Anna Nicole Smith drug conspiracy case against lawyer-boyfriend, 2 doctors goes to jury

By Linda Deutsch, AP
Friday, October 8, 2010

Anna Nicole drug conspiracy case goes to jury

LOS ANGELES — The Anna Nicole Smith drug conspiracy case, charging her lawyer-boyfriend and two doctors with providing the former Playboy model with excessive amounts of drugs, was placed in the hands of a jury Friday.

In a full week of final arguments, opposing lawyers battled over whether the defendants loved Smith and tried to relieve her pain or fed her addiction to medications to curry favor with a celebrity.

Attorney Steve Sadow, the last defense lawyer to speak, said Smith was the love of Howard K. Stern’s life and he trusted the two doctors on trial with him to ease her suffering with prescription drugs.

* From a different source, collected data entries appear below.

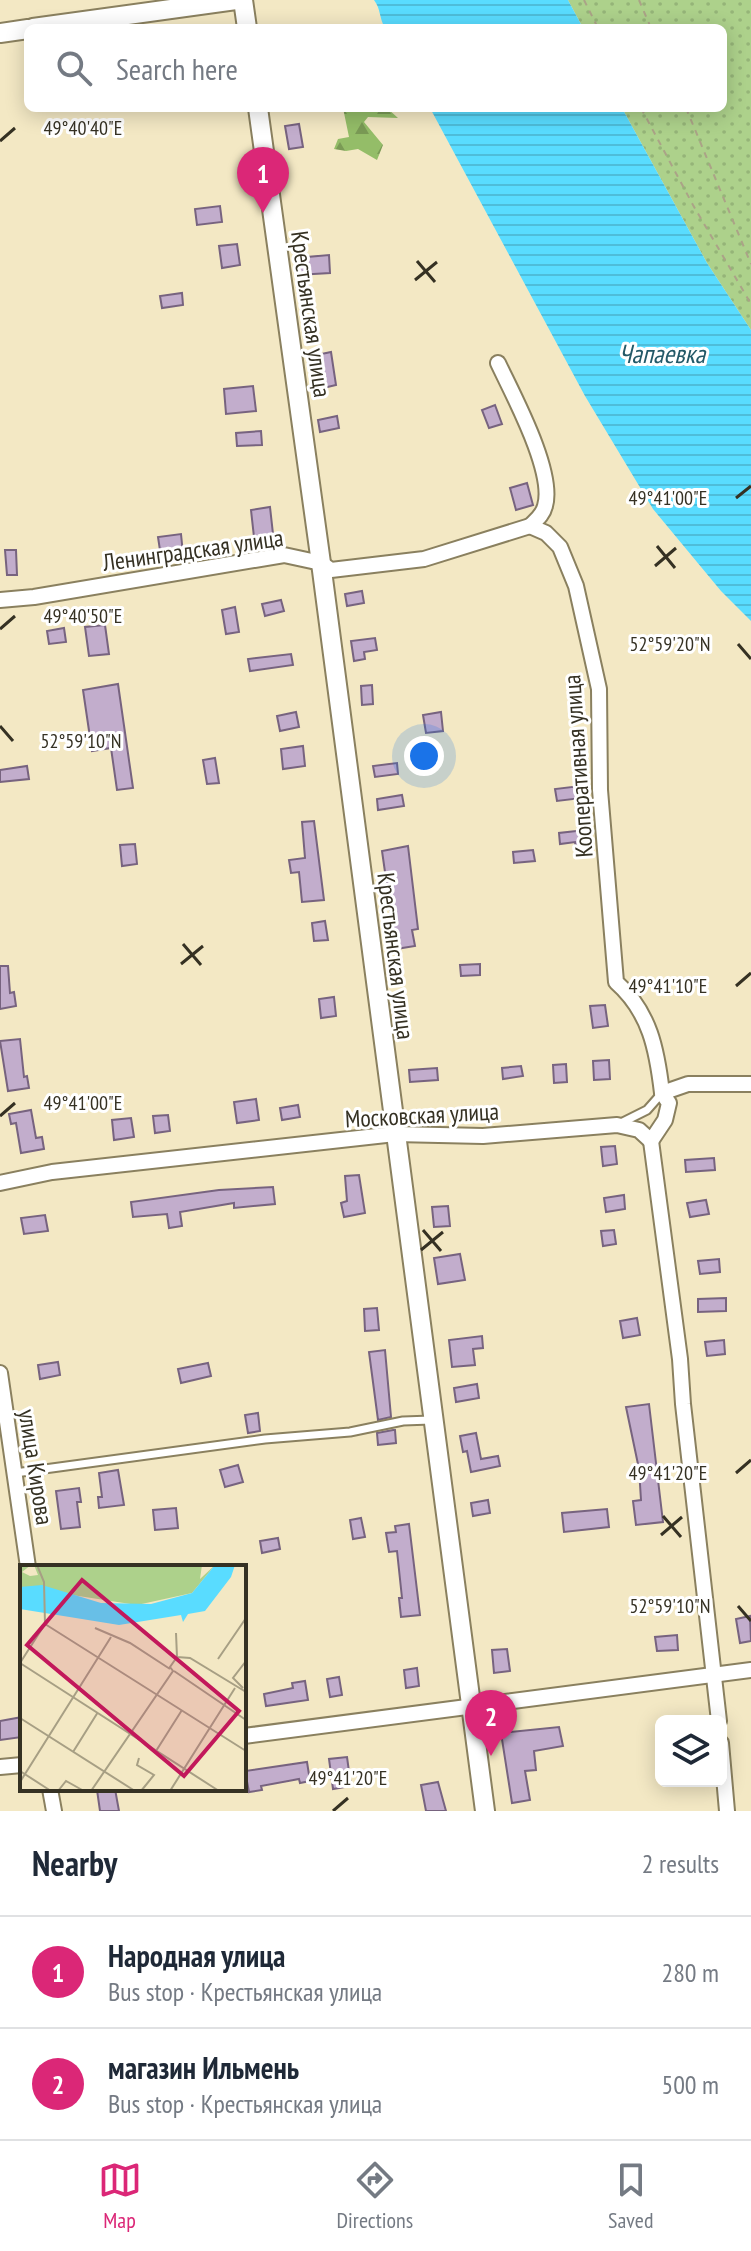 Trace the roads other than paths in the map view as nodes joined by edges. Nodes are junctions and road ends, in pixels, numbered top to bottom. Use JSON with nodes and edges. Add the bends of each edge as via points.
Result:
{"nodes":[{"id":1,"x":236,"y":0,"type":"edge"},
{"id":2,"x":243,"y":0,"type":"edge"},
{"id":3,"x":59,"y":24,"type":"edge"},
{"id":4,"x":246,"y":24,"type":"edge"},
{"id":5,"x":24,"y":29,"type":"edge"},
{"id":6,"x":0,"y":33,"type":"edge"},
{"id":7,"x":259,"y":112,"type":"edge"},
{"id":8,"x":498,"y":363,"type":"dead end"},
{"id":9,"x":530,"y":526,"type":"junction"},
{"id":10,"x":321,"y":563,"type":"junction"},
{"id":11,"x":0,"y":600,"type":"edge"},
{"id":12,"x":751,"y":1084,"type":"edge"},
{"id":13,"x":662,"y":1093,"type":"junction"},
{"id":14,"x":617,"y":1125,"type":"junction"},
{"id":15,"x":395,"y":1134,"type":"junction"},
{"id":16,"x":651,"y":1141,"type":"junction"},
{"id":17,"x":0,"y":1183,"type":"edge"},
{"id":18,"x":0,"y":1373,"type":"edge"},
{"id":19,"x":433,"y":1420,"type":"junction"},
{"id":20,"x":14,"y":1473,"type":"junction"},
{"id":21,"x":28,"y":1565,"type":"edge"},
{"id":22,"x":751,"y":1670,"type":"edge"},
{"id":23,"x":715,"y":1673,"type":"junction"},
{"id":24,"x":471,"y":1705,"type":"junction"},
{"id":25,"x":718,"y":1715,"type":"edge"},
{"id":26,"x":246,"y":1736,"type":"edge"},
{"id":27,"x":20,"y":1765,"type":"edge"},
{"id":28,"x":0,"y":1767,"type":"edge"},
{"id":29,"x":725,"y":1787,"type":"edge"},
{"id":30,"x":50,"y":1791,"type":"edge"},
{"id":31,"x":54,"y":1811,"type":"edge"},
{"id":32,"x":485,"y":1811,"type":"edge"},
{"id":33,"x":727,"y":1811,"type":"edge"}],
"edges":[{"from":1,"to":3,"type":"street"},
{"from":2,"to":4,"type":"street"},
{"from":5,"to":6,"type":"street"},
{"from":7,"to":10,"type":"street","name":"Крестьянская улица"},
{"from":8,"to":9,"type":"street","via":[[541,458],[546,503]]},
{"from":9,"to":10,"type":"street","name":"Ленинградская улица","via":[[424,559],[331,570]]},
{"from":9,"to":13,"type":"street","name":"Кооперативная улица","via":[[560,547],[576,586],[599,689],[600,790],[616,982],[649,1025]]},
{"from":10,"to":11,"type":"street","name":"Ленинградская улица","via":[[284,555]]},
{"from":10,"to":15,"type":"street","name":"Крестьянская улица"},
{"from":12,"to":13,"type":"street","via":[[688,1084]]},
{"from":13,"to":14,"type":"lane","via":[[647,1110]]},
{"from":13,"to":16,"type":"street","via":[[669,1103]]},
{"from":14,"to":15,"type":"street","name":"Московская улица","via":[[483,1136]]},
{"from":14,"to":16,"type":"street","name":"Московская улица","via":[[639,1130]]},
{"from":15,"to":17,"type":"street","name":"Московская улица","via":[[52,1172]]},
{"from":15,"to":19,"type":"street","name":"Крестьянская улица"},
{"from":16,"to":23,"type":"street"},
{"from":18,"to":20,"type":"street","name":"улица Кирова"},
{"from":19,"to":20,"type":"lane"},
{"from":19,"to":24,"type":"street","name":"Крестьянская улица"},
{"from":20,"to":21,"type":"street","name":"улица Кирова"},
{"from":22,"to":23,"type":"street"},
{"from":23,"to":24,"type":"street"},
{"from":23,"to":25,"type":"street"},
{"from":24,"to":26,"type":"street"},
{"from":24,"to":32,"type":"street","name":"Крестьянская улица"},
{"from":27,"to":28,"type":"street"},
{"from":29,"to":33,"type":"street"},
{"from":30,"to":31,"type":"street"}]}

Witnesses testified during the trial that Smith had chronic pain syndrome and other ailments.

Sadow, who represents Stern, said his client was not qualified to second-guess the doctors who were acting in good faith prescribing drugs for Smith’s physical and emotional pain after the birth of her daughter and death of her son.

Jurors were told to select a foreperson then sent home until Tuesday when they will begin deliberations. Monday is a court holiday.

After nine weeks of testimony and arguments, the last word to jurors came from a prosecutor who implored them to convict the defendants on all counts.

Deputy District Attorney Renee Rose said the three defendants committed fraud by using false names for Smith on prescriptions and contended the thousands of doses of opiates, sedatives and other pills were prescribed to cater to an addiction.

Stern was complicit in picking up prescriptions on many occasions, the prosecutor said.

Superior Court Judge Robert Perry reminded jurors that the numbers of pills prescribed do not legally prove addiction.

The case is being closely watched by pain management doctors and patients. The judge has remarked there is some concern about doctors under-prescribing pain medication to suffering patients because of legal worries.

Rose and Perry, who had disagreements throughout the trial, clashed again during her rebuttal argument when the judge said she was misleading the jury about some of the evidence. He threatened at one point to let the defense have another chance at argument if the behavior continued.

“My concern is I have a prosecutor who is misrepresenting what was said,” the judge said.

Rose apologized and said she never meant to misstate anything. Perry told the jury to disregard a section of her argument that may have contained false implications.

In the balance of her argument, Rose claimed the defendants were drawn into Smith’s world of celebrity and broke the law in treating her.

“In the real world, your doctor doesn’t fly to you in the Bahamas if you’re sick and then fly back.” Rose said. “It happens in Anna Nicole Smith’s world.”

Sadow stressed that he was speaking for Stern. But in denying his client was part of a conspiracy, Sadow advocated for all three defendants. Their lawyers spoke earlier.

Stern is charged as an aider and abettor to the doctors’ actions. Sadow said that to be convicted, “Howard has to know when a prescription is written that the doctor intended to break the law.”

He said there has been no testimony to support that claim.

Stern and Drs. Sandeep Kapoor and Khristine Eroshevich have pleaded not guilty to conspiring to provide excessive prescription drugs to an addict and other charges. They are not charged in Smith’s 2007 accidental overdose death in Florida.